Nauset School Committee chair Rick Wood had written a letter to the School Committee, sent on Feb. 10, that outlined transition plans to accept Provincetown students grades 9-12 into Nauset Regional High School in the fall of 2007. When he saw the confusion his letter caused, Wood asked Nelson if her School Committee had discussed the transition issue and was told that the discussion of closing the high school had begun only a few days before.
“I was a bit surprised that School Committee members weren’t contacted earlier,” Wood said. “If I were expecting a request of this type, I’d have thought it would have originated with the School Committee.”
And it’s not just school officials who feel they were “left in the dust,” as Nelson says. Selectman Sarah Peake was thrown when she saw that no. 5 on a list of draft articles introduced at the Board of Selectmen meeting on Monday was reportedly requested by the selectmen and town manager.
When asked if she thought Bergman was getting ahead of the issue, Peake said, “I think he is.”
“The agenda item was put on by Keith,” she added. “We have had as a board no discussion on this. It is not endorsed by the Board of Selectmen. I haven’t had any conversations with the School Committee. Unfortunately, this [article] sends a message that there is a tacit endorsement by the selectmen.”
Bergman said that he was asked to draft the article by Board of Selectmen chair Cheryl Andrews and that the Feb. 8 memo was responding to a specific request from the Finance Committee for information about Nauset. However, he acknowledged that his research into the possibility of sending Provincetown students to Nauset began prior to the Feb. 6 FinCom meeting.
“I've been having regional school discussions with the Cape managers for a year in connection with the Cape Cod [Regional Technical School] assessment issue. In my preparations for our school summit discussions locally, I've been asking questions about how Nauset funding works, as well,” Bergman said.

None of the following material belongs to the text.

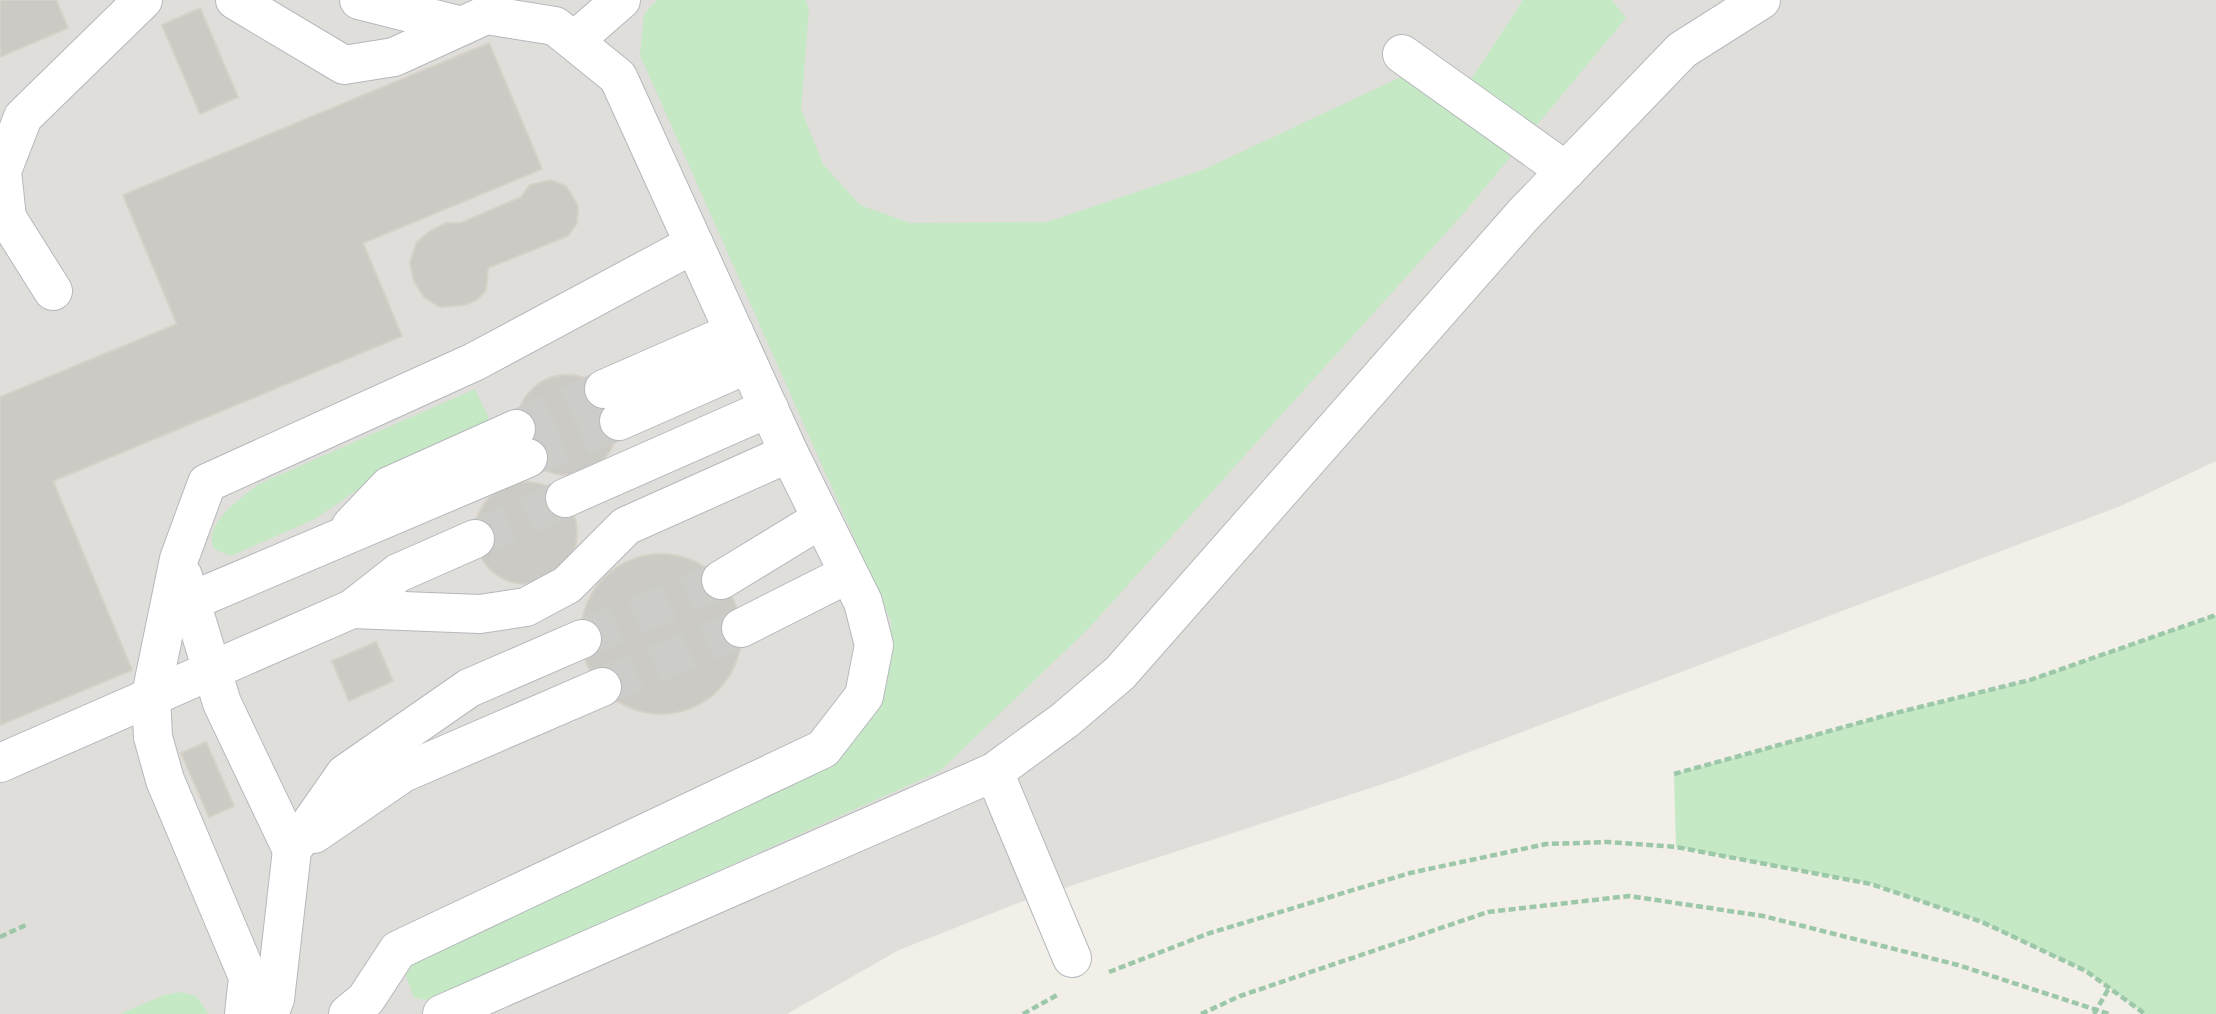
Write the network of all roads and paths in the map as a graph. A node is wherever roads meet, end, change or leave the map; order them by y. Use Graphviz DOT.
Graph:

But what Bergman calls being prepared, other officials are calling an end run around the people elected to make recommendations about the future of the school system.

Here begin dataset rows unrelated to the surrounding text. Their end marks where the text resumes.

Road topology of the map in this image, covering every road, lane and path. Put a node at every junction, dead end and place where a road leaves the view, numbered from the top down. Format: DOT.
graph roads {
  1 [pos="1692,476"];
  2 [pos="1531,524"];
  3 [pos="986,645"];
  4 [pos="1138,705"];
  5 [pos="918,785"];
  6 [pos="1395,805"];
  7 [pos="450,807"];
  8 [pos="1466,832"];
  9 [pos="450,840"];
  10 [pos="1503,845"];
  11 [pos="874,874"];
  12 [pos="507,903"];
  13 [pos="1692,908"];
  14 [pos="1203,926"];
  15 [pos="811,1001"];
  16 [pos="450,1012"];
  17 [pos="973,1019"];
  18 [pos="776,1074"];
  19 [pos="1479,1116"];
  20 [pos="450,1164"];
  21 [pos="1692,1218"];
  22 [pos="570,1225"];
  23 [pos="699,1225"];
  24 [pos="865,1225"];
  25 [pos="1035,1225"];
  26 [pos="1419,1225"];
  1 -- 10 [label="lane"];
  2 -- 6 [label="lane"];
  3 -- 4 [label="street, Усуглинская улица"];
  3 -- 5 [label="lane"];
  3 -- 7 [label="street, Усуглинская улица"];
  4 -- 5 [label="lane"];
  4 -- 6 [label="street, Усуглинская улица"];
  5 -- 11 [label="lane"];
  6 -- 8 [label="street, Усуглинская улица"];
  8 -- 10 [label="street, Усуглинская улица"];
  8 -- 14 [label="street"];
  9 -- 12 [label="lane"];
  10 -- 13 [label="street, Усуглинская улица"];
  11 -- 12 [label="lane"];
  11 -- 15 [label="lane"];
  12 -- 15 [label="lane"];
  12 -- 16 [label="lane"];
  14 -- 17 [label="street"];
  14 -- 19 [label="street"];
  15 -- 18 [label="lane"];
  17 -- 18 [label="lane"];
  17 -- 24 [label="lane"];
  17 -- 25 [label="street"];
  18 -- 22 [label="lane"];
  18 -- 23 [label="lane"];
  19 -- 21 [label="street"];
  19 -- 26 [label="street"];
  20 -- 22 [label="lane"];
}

“It was very hasty in my judgment,” said Provincetown school Supt. Janice Lachowetz. She said she was not aware of discussion about closing the high school until she received the Feb. 8 memo. “That is not a way to do business,” she said.
In all fairness, reorganizing a school district is a complicated issue, one requiring a great deal of research and analysis. And when the selectmen, and other town governing bodies, have questions about an issue, they expect prompt answers from Bergman.
“I don’t have a problem with him asking questions,” Peake said. “It’s important that we have information. But as far as the political decisions, those need to be made by the governing bodies, in this case the School Committee and the Board of Selectmen.”
But that’s what school officials are complaining about: that they, as elected guardians of the school system, have not been consulted. And even the chair of the Finance Committee, Ruth Gilbert, an advocate for opening the discussion of closing the high school, said she was unaware that her committee’s questions at its meeting on Feb. 6 had led to a draft of article no. 5 only a week later.
“Our meeting last week [Feb. 6] was the first time the Finance Committee asked Keith Bergman to provide something in writing. I haven’t seen the [draft] warrant. But the discussion has to be had and getting it as a discussion at this Town Meeting is headed in the right direction,” she said.